Its obvious they were confused too......but those folks who specifically came to Pensacola's natural port......they knew where they were going when they left.....they could leave a forwarding address for their mailman, but your folks were wanderers looking for a settlement and never doing anything beyond transitory exploration and then panic......and whoops.....where the hell were they........same thing as the first explorers did when stepping on dry land......none of them told the postmaster where to forward their mail......your folks were exploring for a settlement, and now you could not even tell me where we could deliver a letter to those folks.......because.......it is transitory and undefined as a permanent settlement. Pensacola was specific and I heard last week they found a Santa letter which had been sent from Santa Cruz.

Hospital Bob

Hospital Bob

The de Ayllon expedition settlers were not transitory,  seaoat.  They were colonists who came there to establish a colony (permanent residence).  Exactly like the de Luna expedition...

"Lucas Vasquez de Ayllon and 600 Spanish colonists (including African slaves and perhaps freemen) landed on the Georgia mainland opposite Sapelo Sound and founded the settlement of San Miguel de Gualdape.
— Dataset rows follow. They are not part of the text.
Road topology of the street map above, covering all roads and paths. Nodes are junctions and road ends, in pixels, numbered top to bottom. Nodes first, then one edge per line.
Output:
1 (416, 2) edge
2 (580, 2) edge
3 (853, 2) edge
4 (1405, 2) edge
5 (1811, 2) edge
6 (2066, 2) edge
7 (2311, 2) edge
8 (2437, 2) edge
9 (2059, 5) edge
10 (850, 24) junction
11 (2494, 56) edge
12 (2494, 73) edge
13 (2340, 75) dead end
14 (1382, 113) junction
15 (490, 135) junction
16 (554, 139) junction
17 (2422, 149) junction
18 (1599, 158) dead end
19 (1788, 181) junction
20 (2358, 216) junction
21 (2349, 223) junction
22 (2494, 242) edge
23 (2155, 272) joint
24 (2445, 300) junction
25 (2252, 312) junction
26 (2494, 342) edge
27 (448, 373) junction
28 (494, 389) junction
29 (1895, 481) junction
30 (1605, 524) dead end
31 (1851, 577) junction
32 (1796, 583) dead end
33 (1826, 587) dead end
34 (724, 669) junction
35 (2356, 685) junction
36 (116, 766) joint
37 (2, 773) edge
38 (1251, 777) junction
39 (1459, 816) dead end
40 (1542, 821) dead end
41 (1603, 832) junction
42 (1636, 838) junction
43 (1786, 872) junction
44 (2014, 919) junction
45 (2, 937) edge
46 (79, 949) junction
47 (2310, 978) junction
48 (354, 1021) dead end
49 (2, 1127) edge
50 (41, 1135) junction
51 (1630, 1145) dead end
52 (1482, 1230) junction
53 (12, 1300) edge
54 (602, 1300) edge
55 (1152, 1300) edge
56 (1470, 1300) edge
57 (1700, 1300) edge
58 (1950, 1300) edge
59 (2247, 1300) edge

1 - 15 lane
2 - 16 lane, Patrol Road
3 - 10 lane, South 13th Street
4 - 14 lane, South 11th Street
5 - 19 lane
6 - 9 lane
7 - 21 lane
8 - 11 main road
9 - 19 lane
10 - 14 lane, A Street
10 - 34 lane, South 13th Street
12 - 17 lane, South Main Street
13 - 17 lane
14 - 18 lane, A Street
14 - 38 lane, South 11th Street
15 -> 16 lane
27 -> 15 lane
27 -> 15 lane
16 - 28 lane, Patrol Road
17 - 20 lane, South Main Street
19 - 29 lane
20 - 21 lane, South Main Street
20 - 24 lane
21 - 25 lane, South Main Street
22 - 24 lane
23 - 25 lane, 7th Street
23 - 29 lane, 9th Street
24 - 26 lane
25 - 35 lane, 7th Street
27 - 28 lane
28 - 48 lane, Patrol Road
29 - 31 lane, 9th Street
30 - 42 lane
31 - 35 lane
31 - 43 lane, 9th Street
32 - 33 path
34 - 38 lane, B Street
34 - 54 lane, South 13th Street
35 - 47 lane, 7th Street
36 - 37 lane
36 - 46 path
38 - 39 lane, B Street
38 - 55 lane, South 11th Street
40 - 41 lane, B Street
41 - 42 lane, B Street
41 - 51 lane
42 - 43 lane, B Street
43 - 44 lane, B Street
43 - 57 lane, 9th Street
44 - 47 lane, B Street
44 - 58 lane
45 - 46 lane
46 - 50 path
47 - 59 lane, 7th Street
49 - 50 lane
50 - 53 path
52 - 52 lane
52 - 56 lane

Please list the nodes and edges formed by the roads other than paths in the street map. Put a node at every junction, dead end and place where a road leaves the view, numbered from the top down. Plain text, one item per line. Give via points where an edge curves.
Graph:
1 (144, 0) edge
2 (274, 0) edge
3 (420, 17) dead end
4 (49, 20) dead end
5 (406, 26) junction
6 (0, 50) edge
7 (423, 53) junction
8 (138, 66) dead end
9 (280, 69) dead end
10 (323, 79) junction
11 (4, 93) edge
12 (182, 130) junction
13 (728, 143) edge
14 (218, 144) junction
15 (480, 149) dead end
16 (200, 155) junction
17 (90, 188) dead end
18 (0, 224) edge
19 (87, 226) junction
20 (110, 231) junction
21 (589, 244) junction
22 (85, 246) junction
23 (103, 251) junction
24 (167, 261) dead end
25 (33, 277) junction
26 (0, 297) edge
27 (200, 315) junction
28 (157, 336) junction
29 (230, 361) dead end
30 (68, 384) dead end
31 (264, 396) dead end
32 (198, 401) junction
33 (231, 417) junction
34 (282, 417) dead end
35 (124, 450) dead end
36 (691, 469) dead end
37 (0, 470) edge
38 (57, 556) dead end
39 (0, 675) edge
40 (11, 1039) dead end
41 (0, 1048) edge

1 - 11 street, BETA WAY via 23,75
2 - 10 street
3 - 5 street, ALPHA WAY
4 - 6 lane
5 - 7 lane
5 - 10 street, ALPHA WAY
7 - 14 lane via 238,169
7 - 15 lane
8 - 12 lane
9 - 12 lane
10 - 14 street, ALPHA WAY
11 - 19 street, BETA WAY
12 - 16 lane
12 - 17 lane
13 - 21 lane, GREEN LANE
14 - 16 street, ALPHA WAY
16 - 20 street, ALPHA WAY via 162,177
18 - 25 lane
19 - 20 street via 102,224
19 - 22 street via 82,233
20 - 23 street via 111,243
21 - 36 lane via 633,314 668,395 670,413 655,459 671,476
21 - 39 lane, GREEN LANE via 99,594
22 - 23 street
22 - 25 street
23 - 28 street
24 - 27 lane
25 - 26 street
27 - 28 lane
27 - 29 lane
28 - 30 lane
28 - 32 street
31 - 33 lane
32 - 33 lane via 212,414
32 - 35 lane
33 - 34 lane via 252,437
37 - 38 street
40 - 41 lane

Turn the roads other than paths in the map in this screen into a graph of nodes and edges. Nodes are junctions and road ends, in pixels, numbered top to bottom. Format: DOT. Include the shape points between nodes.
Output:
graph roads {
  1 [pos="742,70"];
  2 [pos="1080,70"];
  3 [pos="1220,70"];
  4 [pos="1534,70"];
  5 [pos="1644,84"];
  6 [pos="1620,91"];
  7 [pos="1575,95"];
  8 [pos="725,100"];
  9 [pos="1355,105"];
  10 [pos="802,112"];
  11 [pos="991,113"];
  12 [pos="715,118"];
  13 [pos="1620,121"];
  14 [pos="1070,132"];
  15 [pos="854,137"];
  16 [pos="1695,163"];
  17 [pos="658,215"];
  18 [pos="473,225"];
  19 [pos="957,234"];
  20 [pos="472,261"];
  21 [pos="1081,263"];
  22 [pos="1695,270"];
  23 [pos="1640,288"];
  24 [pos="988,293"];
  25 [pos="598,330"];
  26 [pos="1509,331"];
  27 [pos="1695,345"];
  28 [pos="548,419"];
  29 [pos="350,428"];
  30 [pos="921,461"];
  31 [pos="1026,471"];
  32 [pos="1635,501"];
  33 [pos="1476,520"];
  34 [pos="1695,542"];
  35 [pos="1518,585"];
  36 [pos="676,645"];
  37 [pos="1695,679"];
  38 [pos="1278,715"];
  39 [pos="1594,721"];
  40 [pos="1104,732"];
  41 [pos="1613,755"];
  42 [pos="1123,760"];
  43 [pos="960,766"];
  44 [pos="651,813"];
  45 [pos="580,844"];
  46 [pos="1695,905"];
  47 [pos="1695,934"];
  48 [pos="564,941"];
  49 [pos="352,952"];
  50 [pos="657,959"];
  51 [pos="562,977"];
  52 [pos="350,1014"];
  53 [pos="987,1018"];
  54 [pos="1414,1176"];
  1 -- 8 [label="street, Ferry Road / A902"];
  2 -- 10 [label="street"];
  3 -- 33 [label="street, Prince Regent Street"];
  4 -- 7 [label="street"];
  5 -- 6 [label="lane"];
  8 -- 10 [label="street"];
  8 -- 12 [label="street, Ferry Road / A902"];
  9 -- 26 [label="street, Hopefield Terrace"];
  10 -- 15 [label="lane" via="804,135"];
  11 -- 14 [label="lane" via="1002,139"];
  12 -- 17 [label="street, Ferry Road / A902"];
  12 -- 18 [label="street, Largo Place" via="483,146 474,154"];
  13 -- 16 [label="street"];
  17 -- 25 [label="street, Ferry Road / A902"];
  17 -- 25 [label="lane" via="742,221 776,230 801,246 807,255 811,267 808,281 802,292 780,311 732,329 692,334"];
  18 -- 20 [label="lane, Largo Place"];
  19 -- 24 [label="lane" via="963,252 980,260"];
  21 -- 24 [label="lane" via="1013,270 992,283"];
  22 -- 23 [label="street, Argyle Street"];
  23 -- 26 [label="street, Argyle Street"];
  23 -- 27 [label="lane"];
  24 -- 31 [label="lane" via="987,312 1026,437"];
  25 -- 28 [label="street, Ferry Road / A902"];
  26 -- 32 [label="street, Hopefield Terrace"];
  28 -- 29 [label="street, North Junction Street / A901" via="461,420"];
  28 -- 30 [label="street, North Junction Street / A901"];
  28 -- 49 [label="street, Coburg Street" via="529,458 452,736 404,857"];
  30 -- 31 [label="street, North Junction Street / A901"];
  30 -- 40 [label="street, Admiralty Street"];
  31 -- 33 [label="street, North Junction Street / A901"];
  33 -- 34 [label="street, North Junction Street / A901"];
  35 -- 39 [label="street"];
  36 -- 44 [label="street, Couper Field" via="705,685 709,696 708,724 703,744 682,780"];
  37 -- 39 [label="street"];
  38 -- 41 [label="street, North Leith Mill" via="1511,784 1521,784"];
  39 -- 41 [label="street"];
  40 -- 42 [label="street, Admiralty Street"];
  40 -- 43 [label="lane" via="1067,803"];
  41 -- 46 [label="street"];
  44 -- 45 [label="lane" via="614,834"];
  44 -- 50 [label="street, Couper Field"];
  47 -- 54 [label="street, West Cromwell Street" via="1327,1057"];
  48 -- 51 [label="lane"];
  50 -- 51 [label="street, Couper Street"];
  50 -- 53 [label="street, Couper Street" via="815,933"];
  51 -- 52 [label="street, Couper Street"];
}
This was the first European settlement in North America since the Vikings’ exploration around year 1000 A.D. The colonists had sailed from the Caribbean island of Hispaniola in July aboard six ships. In August, they had landed at Winyah Bay on the Carolina coast, but failing to find an Indian settlement (which would be necessary for food until crops could be planted and harvested) they sailed southward. On the Georgia coast, Ayllon found Guale Indians. Although physical remains of their settlement have not been found, historians and geographers have utilized surviving navigation logs and other records to reconstruct the 1526 voyage. Based on the latest research, the San Miguel de Gualdape settlement probably was situated on the mainland of what today is McIntosh County opposite Sapelo Sound. One source feels the most likely location was within the present-day Harris Neck National Wildlife Refuge, which is located near the mouth of the Newport River facing St. Catherines Island."

http://georgiainfo.galileo.usg.edu/thisday/gahistory/09/29/san-miguel-de-gualdape-founded

Hospital Bob

Hospital Bob

"Ayllón's colony was the first European colony in what is now the United States, preceding Jamestown, Virginia by 81 years, and St. Augustine, Florida (the first successful colony) by 39 years."

https://en.wikipedia.org/wiki/Lucas_V%C3%A1zquez_de_Ayll%C3%B3n

2seaoat



No.....some vikings.......no address for that return mail, but heck just saying it or putting it in WIKI makes it so.......so lets get it right......a guy named erickson, peterson, or Svenn was selling cod fish from a permanent settlement......oh....don't you have to know where.....I guess not.

Hospital Bob

Hospital Bob

2seaoat wrote:No.....some vikings.......no address for that return mail, but heck just saying it or putting it in WIKI makes it so.......so lets get it right......a guy named erickson, peterson, or Svenn was selling cod fish from a permanent settlement......oh....don't you have to know where.....I guess not.

Yes,  Ericson is credited with being the first non-native to establish a small temporary settlement in North America.
But Ericson came to Vinland (Newfoundland),  not what is now the United States.
The dispute between Pensacola and Gauldape is which was the first settlement inside what is now the United States.